Como é usado com mais frequência hoje em dia, o termo graphic novel refere-se a uma obra em quadrinhos original publicada no formato de livro. Richard Kyle (fã e empresário do ramo das HQs) usou esse termo pela primeira vez em 1964. Porém, Will Eisner, em diversas entrevistas e no prefácio de Um contrato com Deus (1978) afirma que se inspirou no trabalho do artista americano Lynd Ward, com a publicação do livro Gods' Man, em 1929, composto por 139 xilogravuras. Para o pesquisador Antônio Luís Cagnin, As aventuras de Nhõ Quim, do ítalo brasileiro Ângelo Agostini, publicada em forma de folhetim ilustrado, em 1869, é o primeiro romance gráfico que se tem notícia.

O quadrinista Will Eisner foi o primeiro artista a veicular as palavras 'romance' (novel) a 'gráfico' (graphic) a um projeto estético mais ambicioso, principalmente com a publicação de Um contrato com Deus e outras histórias de cortiço, em 1978. Foi uma maneira de distinguir suas obras dos gibis infanto-juvenis ou das revistas super-heróis. Como mesmo dissera, seus livros ilustrados estavam mais próximos dos romances do escritor inglês Charles Dickens do que as aventuras escritas por Stan Lee. Era uma maneira de escrever e ilustrar narrativas mais sofisticadas (artísticas) e, na maioria dos casos, voltadas para o público adulto. Com o sentido que Eisner propôs, e até hoje, romance gráfico se refere a uma publicação quadrinizada, em formato de livro, de uma narrativa original e completa, ou coleções de quadrinhos antes seriadas. O gênero teve um boom nos anos de 1980 com a publicações de Maus, de Art Spiegelman (serializado de 1980 a 1991), Watchmen (1986), por Alan Moore e Dave Gibbons (publicado como série de doze edições pela DC comics), O Retorno do Cavaleiro das Trevas (1986), de Frank Miller.

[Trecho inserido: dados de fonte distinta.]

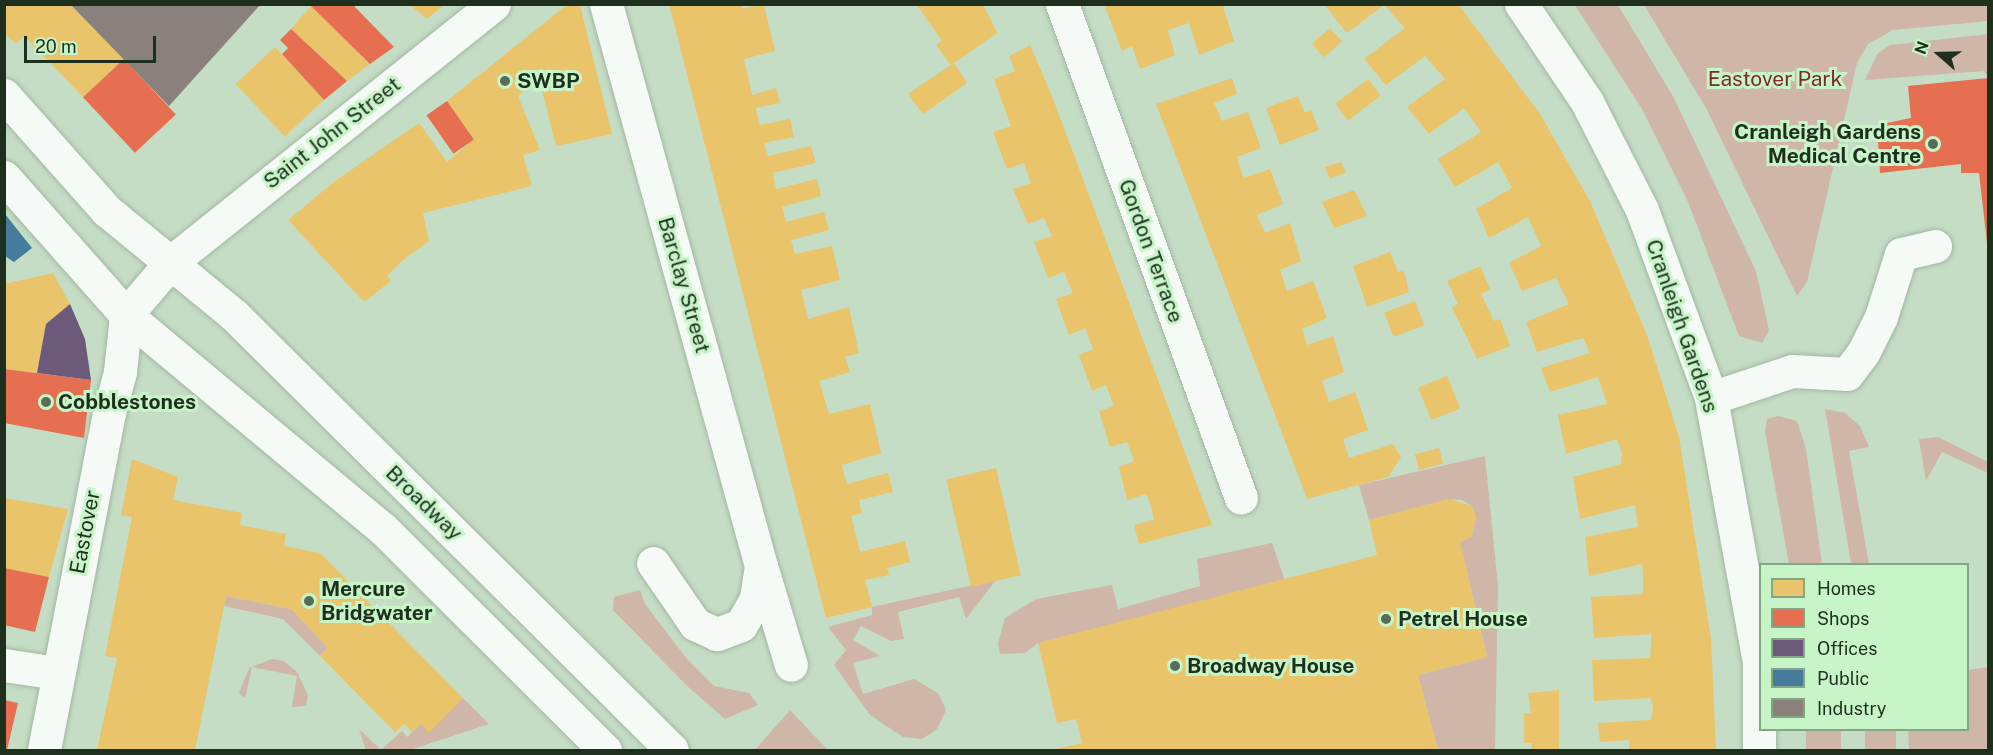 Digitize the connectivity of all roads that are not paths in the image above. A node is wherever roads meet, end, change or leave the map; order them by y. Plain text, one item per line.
1 (494, 4) edge
2 (606, 4) edge
3 (1062, 4) edge
4 (1521, 4) edge
5 (4, 95) edge
6 (4, 177) edge
7 (1935, 246) dead end
8 (171, 262) junction
9 (126, 315) junction
10 (1711, 398) junction
11 (1241, 498) dead end
12 (653, 563) dead end
13 (761, 566) junction
14 (4, 665) edge
15 (790, 665) dead end
16 (57, 673) junction
17 (44, 750) edge
18 (605, 750) edge
19 (672, 750) edge
20 (1759, 750) edge

1 - 8 street, Saint John Street
2 - 13 street, Barclay Street
3 - 11 street, Gordon Terrace
4 - 10 street, Cranleigh Gardens
5 - 8 street, Broadway
6 - 9 street
7 - 10 street
8 - 9 street, Saint John Street
8 - 19 street, Broadway
9 - 16 street, Eastover
9 - 18 street
10 - 20 street, Cranleigh Gardens
12 - 13 street, Barclay Street
13 - 15 street, Barclay Street
14 - 16 street
16 - 17 street, Eastover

ROMANCE GRÁFICO E AS CIDADES

O que os quadrinhos nos dizem sobre as cidades? A gênese dos quadrinhos está no processo de modernização das cidades, sobretudo, no desenvolvimento da imprensa moderna. Inicialmente, surgidos no interior de variados jornais ao redor do mundo e nutridos pela vida urbana, os quadrinhos contaram e contam histórias das cidades e de seus moradores. Houve a criação de cidades ficcionais famosas, como Gotham City, surgidas nos gibis do Batman, uma alegorização de Chicago, e Metrópoles, protegida pelo Superman, a gênese dos super-heróis modernos, ambos personagens da D.C Comics. Mas, as cidades reais também foram representadas, a exemplo de Nova Iorque, uma das mais retratadas dos quadrinhos, tanto nas histórias de Will Eisneir, de Art Spiegelman, quanto nas aventuras nos super-heróis da Marvel Comics, em revistas do Demolidor, Homem-Aranha, Justiceiro, Quarteto Fantástico etc. As cidades, como lugares que fermentam ação e oportunidades, são obviamente uma grande fonte de narrativas para os quadrinhos.

Artisticamente falando, das variadas linguagens que existem, como encaramos as cidades? A página de quadrinhos é muito adequada para retratar cidades construídas, mas não pode ser apenas uma tentativa de reprodução fotográfica. Criar uma atmosfera visual de um lugar envolve mais do que apenas escolher o ângulo da câmera e pressionar o botão do obturador. A imagem produzida não pode ser encarada como a totalidade do espaço, apenas o lugar visto de um ponto de vista. Ilustrar uma cidade como cenário ou como peça chave de um romance gráfico, além de não ser uma reprodução fotográfica, constitui-se como representação de impressões internalizadas dos lugares em que vivemos, construídas a partir de uma variedade de sensações e lembranças.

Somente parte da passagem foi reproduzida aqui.